A Terra é um sistema vivo, no qual todos os componentes, vivos e não vivos, interagem, mantendo um equilíbrio dinâmico que permite a vida no planeta.
A gestão adequada da água é indispensável para mitigar os efeitos das mudanças climáticas e garantir a segurança hídrica de todas as espécies, estando no epicentro de eventos climáticos extremos, como secas, enchentes e tempestades.
As mudanças climáticas estão afetando a biodiversidade, a segurança alimentar, a saúde e os meios de subsistência de muitos ao redor do mundo. A poluição ambiental, o desmatamento, a perda de habitats, a acidificação dos oceanos e a escassez de recursos naturais são desafios significativos que serão enfrentados, problemas que têm na água um ponto de convergência.

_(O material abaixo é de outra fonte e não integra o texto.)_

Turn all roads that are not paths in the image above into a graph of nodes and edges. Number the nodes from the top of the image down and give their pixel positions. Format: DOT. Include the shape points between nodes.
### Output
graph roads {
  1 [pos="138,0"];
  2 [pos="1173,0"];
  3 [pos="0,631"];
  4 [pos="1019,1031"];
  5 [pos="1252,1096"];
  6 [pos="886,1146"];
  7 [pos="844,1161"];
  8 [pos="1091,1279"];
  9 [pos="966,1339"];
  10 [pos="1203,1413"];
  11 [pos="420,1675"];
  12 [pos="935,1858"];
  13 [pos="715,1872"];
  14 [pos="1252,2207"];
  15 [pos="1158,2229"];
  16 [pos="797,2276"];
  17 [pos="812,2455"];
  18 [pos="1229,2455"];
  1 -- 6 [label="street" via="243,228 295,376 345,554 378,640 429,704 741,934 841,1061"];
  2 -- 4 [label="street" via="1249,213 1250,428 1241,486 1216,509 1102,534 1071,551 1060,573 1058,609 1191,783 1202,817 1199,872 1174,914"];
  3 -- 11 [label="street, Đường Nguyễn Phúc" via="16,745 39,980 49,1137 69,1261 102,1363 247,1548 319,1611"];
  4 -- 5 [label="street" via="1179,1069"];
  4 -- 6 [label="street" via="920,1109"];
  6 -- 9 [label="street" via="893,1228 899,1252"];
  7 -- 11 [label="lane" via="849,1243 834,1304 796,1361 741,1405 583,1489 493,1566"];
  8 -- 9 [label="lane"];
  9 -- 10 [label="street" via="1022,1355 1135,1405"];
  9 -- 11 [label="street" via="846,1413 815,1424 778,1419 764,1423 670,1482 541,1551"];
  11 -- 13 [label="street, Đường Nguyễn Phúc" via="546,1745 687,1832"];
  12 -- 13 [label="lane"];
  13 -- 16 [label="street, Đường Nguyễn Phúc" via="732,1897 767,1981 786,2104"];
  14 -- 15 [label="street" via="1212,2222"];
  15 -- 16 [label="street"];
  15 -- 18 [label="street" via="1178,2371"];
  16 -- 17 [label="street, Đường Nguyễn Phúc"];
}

A justiça hídrica precisa ser incluída na agenda climática, reconhecendo a sua importância vital para confrontar as dificuldades ambientais do século XXI.
A catástrofe climática representa, em si, a crise de um modelo de vida, o desenvolvimentismo, que já deu vários sinais de fracasso. O fim do mundo representa o esgotamento material e simbólico de uma maneira de ocupar o território, por si só excludente, fazendo-nos repensar nossos modelos de produção, de consumo e de ocupação da terra.
A mercantilização de bens comuns é uma tendência global, objeto de muitas discussões e debates. Tem sido uma prática recorrente em muitos países que seguem a ideologia desenvolvimentista, defendendo o crescimento econômico como o principal objetivo, buscando atrair investimentos privados e estimular a iniciativa privada. Ao desconsiderar outras dimensões para além do crescimento econômico, gera graves consequências.
O modelo de privatização da água desafia, com arrogância, o esgotamento desse modo de vida, que, enquanto ocupação desmedida, representa ameaça planetária.
No Dia Mundial da Água, é importante destacar a sua importância para todas as formas de vida, reconhecendo os problemas associados à privatização, que exclui bilhões de pessoas e causa desastres ambientais em todo o mundo.
A vida na Terra começou na água e só depois se espalhou para fora dela. Elemento vital para todas as formas de vida, trata-se de questão acima da política, sendo necessário garantir a todos os seres o seu acesso justo e equitativo.
A água é, em si, a exemplificação do antiespecismo, um elemento vital para todas as espécies terrestres e aquáticas, animal, vegetal ou microscópica, que, enquanto tal, deve ser protegida e preservada.
Não é mais cabível tratar o direito à água como um direito apenas humano. Deve ser tratado como “direito não humano”, tendo em vista o direito da própria Terra à água, enquanto materialidade de vida, de regeneração e de integridade ao seu bom estado ecológico.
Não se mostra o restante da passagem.